**DATASET CONTENT**

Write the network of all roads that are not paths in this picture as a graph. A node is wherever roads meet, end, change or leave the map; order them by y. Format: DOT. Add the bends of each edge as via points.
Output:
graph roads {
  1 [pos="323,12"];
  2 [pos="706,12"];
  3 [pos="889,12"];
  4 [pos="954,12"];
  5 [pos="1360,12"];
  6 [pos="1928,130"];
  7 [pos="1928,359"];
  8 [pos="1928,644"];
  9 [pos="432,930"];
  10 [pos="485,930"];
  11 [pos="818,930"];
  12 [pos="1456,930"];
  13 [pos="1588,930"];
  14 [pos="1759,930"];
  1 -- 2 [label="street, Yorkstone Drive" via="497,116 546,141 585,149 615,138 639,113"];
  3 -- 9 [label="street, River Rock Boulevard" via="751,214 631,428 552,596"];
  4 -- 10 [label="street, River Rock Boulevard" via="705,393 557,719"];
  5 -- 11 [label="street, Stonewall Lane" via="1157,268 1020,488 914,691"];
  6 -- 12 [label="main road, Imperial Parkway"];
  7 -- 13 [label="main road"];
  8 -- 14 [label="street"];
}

**WHAT IS BEING ASKED**
Exactly as they appear above, give the entries again.

**RESULT OF THE EXERCISE**
Write the network of all roads that are not paths in this picture as a graph. A node is wherever roads meet, end, change or leave the map; order them by y. Format: DOT. Add the bends of each edge as via points.
Output:
graph roads {
  1 [pos="323,12"];
  2 [pos="706,12"];
  3 [pos="889,12"];
  4 [pos="954,12"];
  5 [pos="1360,12"];
  6 [pos="1928,130"];
  7 [pos="1928,359"];
  8 [pos="1928,644"];
  9 [pos="432,930"];
  10 [pos="485,930"];
  11 [pos="818,930"];
  12 [pos="1456,930"];
  13 [pos="1588,930"];
  14 [pos="1759,930"];
  1 -- 2 [label="street, Yorkstone Drive" via="497,116 546,141 585,149 615,138 639,113"];
  3 -- 9 [label="street, River Rock Boulevard" via="751,214 631,428 552,596"];
  4 -- 10 [label="street, River Rock Boulevard" via="705,393 557,719"];
  5 -- 11 [label="street, Stonewall Lane" via="1157,268 1020,488 914,691"];
  6 -- 12 [label="main road, Imperial Parkway"];
  7 -- 13 [label="main road"];
  8 -- 14 [label="street"];
}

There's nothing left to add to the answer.